FD is a devastating, progressive inborn error of glycosphingolipid metabolism. Diagnosis is often delayed because of the rarity of the condition, multisystem involvement and the non-specific nature of many symptoms. Furthermore, the pattern of signs and symptoms may vary significantly among patients, even within the same family.

Observation of angiokeratomas may be one of the first clues to the presence of FD. These characteristic skin lesions are caused by weakening of the capillary wall due to glycosphingolipid accumulation, and subsequent vascular ectasia within the epidermis and dermis. They usually become apparent during childhood or adolescence, and have a predilection for the umbilical region, lower abdomen, buttocks, groin, genital areas and thighs. Angiokeratomas may also occur on mucosal areas, such as the conjunctiva, mouth, and respiratory, gastrointestinal and genitourinary tract [3,4].

Although angiokeratomas can serve as a diagnostic sign, there is no evidence that they could be a prognostic marker. Besides, their importance as ERT effectiveness marker is not established, and published data are sparse and inconsistent. Buongiorno and Pistone [6] reported two patients in whom angiokeratomas remained stable after 12 months of ERT. Tsambaos et al. [7]. and Fauchaise et al. [8]. observed reduction in both size and number of angiokeratomas during ERT. In contrary, Ries and Schiffman [9] described an increase of angiokeratoma formation is some patients receiving ERT. They also reported that the presence of angiokeratoma was associated with higher risk of end-organ involvement in male children and adolescents.

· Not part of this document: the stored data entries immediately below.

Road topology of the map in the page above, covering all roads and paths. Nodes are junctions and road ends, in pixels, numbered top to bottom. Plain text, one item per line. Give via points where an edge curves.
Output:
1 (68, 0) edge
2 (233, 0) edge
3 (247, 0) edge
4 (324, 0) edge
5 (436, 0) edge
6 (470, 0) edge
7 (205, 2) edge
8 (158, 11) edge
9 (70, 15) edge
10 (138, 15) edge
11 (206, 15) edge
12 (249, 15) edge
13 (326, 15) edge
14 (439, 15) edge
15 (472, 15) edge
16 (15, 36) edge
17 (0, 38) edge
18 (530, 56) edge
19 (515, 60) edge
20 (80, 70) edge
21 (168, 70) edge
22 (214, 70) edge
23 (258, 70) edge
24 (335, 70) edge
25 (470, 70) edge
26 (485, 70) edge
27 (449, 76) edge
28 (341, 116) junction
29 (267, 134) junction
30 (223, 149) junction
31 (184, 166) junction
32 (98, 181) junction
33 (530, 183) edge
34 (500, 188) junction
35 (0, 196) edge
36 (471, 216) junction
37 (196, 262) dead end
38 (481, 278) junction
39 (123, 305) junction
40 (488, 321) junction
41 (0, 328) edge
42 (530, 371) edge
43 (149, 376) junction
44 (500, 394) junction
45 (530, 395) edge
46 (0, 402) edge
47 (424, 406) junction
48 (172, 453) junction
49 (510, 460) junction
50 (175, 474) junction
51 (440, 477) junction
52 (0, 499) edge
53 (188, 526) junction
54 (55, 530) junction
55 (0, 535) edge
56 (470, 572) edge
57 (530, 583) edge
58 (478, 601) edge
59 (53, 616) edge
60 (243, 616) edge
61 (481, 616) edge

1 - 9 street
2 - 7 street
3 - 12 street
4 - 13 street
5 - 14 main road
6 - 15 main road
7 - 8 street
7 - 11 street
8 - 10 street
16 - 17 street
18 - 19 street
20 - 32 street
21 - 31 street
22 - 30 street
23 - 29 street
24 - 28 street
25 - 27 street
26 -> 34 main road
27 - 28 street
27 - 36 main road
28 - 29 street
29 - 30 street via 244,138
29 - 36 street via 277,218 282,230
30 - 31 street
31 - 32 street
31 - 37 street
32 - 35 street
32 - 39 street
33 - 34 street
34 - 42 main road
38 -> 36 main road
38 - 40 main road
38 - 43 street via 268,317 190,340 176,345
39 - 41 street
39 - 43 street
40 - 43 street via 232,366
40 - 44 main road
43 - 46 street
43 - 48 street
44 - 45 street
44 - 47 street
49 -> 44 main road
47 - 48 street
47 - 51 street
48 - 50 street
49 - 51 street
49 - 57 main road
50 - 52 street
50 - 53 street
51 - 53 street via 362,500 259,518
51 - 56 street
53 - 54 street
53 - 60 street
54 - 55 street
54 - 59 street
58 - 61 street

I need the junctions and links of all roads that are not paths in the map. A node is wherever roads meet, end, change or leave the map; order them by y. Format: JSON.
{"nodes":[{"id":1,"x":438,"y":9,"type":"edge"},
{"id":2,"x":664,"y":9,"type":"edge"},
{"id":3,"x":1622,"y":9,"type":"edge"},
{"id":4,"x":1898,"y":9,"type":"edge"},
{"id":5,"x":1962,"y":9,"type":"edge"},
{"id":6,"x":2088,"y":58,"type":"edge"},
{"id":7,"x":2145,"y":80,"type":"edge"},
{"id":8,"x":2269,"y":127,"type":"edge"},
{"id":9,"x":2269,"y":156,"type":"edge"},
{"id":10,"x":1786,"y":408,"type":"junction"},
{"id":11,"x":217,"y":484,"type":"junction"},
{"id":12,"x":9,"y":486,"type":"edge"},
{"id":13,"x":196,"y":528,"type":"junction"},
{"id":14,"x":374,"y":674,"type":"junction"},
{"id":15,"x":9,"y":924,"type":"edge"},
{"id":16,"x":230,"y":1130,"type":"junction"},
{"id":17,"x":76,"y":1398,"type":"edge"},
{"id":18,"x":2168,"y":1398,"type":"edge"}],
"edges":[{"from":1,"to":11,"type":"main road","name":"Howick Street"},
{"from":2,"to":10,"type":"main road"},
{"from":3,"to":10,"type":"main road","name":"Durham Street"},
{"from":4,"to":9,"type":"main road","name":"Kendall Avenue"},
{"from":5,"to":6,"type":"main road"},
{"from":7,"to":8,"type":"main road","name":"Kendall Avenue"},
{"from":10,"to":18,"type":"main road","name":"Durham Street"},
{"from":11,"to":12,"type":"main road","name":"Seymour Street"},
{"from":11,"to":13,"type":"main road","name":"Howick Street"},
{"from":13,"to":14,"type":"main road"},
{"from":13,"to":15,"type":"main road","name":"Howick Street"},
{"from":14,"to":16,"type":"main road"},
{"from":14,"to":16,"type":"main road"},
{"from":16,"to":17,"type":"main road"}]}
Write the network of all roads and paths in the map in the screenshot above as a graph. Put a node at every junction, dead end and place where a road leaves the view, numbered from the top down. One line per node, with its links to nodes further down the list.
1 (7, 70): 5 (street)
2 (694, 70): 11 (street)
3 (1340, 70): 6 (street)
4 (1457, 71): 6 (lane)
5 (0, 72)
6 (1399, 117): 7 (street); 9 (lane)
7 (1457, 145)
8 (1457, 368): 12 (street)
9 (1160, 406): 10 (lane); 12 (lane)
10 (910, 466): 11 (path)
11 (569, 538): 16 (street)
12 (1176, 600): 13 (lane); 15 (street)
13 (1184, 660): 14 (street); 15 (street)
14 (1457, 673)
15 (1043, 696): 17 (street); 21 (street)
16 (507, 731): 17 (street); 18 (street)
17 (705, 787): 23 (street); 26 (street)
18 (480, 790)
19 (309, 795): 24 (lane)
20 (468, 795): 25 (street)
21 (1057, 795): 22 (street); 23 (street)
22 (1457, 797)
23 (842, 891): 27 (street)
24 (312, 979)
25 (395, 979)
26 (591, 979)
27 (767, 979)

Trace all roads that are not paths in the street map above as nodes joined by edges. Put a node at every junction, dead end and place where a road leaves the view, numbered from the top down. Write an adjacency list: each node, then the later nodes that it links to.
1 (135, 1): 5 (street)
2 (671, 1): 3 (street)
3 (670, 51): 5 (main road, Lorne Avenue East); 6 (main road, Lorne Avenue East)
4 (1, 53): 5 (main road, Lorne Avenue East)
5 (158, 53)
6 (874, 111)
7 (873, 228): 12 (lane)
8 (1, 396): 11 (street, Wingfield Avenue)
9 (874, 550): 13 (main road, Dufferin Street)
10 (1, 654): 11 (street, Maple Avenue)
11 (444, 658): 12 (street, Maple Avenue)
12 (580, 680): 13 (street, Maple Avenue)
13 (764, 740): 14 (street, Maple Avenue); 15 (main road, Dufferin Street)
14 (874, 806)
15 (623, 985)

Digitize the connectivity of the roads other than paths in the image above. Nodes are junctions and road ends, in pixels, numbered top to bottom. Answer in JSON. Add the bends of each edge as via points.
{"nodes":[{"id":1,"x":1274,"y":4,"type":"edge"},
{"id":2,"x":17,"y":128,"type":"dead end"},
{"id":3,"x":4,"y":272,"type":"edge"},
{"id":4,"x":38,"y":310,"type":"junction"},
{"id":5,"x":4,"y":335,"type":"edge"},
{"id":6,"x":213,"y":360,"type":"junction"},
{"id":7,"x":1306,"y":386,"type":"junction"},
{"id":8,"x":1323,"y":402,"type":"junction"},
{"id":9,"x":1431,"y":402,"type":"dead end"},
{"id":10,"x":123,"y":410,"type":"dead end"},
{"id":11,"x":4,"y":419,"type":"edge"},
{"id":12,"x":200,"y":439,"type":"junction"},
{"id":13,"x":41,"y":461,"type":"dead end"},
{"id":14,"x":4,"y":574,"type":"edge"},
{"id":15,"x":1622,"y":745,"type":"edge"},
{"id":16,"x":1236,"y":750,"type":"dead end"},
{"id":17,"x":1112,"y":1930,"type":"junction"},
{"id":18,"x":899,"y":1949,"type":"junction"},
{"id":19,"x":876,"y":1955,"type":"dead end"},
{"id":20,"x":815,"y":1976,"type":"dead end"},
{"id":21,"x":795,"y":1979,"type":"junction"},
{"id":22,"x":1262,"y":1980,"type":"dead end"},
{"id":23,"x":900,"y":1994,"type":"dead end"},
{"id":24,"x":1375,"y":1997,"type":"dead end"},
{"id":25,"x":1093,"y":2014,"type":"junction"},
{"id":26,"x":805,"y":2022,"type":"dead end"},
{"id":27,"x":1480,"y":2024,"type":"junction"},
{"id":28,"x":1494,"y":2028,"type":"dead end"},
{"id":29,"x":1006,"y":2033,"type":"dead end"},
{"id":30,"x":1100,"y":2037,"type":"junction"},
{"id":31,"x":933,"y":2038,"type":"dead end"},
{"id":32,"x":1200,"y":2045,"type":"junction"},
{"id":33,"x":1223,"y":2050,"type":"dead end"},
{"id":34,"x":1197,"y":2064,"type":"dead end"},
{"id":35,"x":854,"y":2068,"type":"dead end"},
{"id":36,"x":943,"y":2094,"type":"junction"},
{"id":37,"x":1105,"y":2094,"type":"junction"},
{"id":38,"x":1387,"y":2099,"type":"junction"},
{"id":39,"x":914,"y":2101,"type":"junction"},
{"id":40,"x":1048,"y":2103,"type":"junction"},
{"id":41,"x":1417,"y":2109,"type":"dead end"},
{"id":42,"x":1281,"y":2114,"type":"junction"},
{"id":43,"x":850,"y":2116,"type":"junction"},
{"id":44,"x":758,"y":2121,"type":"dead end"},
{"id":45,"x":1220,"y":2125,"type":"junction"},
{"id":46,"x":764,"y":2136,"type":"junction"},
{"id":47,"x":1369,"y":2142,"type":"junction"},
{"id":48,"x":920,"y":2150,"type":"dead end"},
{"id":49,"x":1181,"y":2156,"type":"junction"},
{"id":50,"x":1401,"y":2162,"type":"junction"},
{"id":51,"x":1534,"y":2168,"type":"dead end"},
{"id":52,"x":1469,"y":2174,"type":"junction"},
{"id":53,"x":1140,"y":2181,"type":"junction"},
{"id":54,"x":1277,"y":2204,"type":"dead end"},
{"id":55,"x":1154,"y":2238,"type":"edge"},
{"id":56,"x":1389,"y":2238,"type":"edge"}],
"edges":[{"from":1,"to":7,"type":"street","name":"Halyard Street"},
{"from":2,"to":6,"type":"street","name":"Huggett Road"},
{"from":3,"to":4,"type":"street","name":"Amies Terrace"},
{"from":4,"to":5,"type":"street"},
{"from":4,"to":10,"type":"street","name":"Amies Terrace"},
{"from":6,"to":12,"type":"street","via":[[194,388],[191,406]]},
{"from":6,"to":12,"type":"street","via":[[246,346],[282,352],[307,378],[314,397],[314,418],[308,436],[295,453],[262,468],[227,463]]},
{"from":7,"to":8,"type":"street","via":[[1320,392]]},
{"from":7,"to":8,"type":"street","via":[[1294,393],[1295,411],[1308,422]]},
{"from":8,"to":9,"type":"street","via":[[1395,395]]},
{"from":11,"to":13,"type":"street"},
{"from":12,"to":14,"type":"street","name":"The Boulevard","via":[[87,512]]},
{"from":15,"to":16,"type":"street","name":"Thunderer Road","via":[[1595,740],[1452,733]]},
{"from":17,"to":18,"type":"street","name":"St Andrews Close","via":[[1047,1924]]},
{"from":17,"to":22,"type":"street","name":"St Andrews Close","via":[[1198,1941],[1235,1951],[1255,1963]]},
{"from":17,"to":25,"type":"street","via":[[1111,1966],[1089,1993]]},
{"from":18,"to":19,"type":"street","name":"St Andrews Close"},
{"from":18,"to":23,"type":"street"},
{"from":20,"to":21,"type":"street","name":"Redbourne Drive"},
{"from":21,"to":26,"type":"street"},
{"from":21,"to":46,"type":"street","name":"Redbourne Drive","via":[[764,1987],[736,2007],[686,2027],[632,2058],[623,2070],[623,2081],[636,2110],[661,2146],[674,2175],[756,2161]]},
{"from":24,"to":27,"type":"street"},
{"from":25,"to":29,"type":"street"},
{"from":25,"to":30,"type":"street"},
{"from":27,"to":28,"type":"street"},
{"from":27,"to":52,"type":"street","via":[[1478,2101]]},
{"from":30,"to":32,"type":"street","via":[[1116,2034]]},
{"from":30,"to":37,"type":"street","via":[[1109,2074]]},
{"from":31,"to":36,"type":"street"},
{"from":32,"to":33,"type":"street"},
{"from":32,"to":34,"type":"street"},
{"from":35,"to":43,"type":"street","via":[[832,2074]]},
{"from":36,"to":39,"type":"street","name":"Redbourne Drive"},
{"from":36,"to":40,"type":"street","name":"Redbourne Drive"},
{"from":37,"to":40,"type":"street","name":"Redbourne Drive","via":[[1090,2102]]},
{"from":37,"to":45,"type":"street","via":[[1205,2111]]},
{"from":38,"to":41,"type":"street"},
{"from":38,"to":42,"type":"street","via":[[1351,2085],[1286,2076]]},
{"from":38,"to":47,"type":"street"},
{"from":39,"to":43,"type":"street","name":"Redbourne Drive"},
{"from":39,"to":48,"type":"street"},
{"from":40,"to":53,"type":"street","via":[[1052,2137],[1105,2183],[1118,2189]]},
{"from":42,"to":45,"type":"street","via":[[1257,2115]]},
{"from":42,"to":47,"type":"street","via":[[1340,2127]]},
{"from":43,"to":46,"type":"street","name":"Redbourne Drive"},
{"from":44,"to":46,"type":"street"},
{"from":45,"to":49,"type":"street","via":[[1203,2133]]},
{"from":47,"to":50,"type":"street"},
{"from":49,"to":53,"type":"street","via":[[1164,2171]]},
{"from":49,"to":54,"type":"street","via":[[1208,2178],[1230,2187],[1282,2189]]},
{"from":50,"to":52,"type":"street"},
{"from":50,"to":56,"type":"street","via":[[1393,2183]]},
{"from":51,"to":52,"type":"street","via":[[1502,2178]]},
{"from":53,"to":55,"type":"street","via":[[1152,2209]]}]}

In our patient with non-classical presentation, angiokeratomas became apparent at a very young age of 5 years. At diagnosis, two years later, he had marked growth retardation, renal involvement and delayed bone age. Initiation of ERT resulted in catch-up growth, skeletal maturation, and reduction of proteinuria. Plasma and urine GL-3 concentrations decreased. Angiokeratomas slowly increased in number and size during the intervening years. Our observation does not support angiokeratomas as a marker of the efficacy of ERT. Further large studies are required to clarify the precise role and effect of ERT on vascular skin lesions in patients with FD.

Conclusion

Although cutaneous signs of FD generally appear during childhood, the diagnosis is often delayed or missed. This case confirms that vascular skin lesions could serve as a diagnostic sign in FD. However, in contrary to some previous reports, it does not support angiokeratomas as surrogate marker of the course of the disease or efficacy of ERT.

Conflict of Interest Statement

The authors have not received any grant support for the submitted manuscript and do not serve as consultants to Genzyme Corp.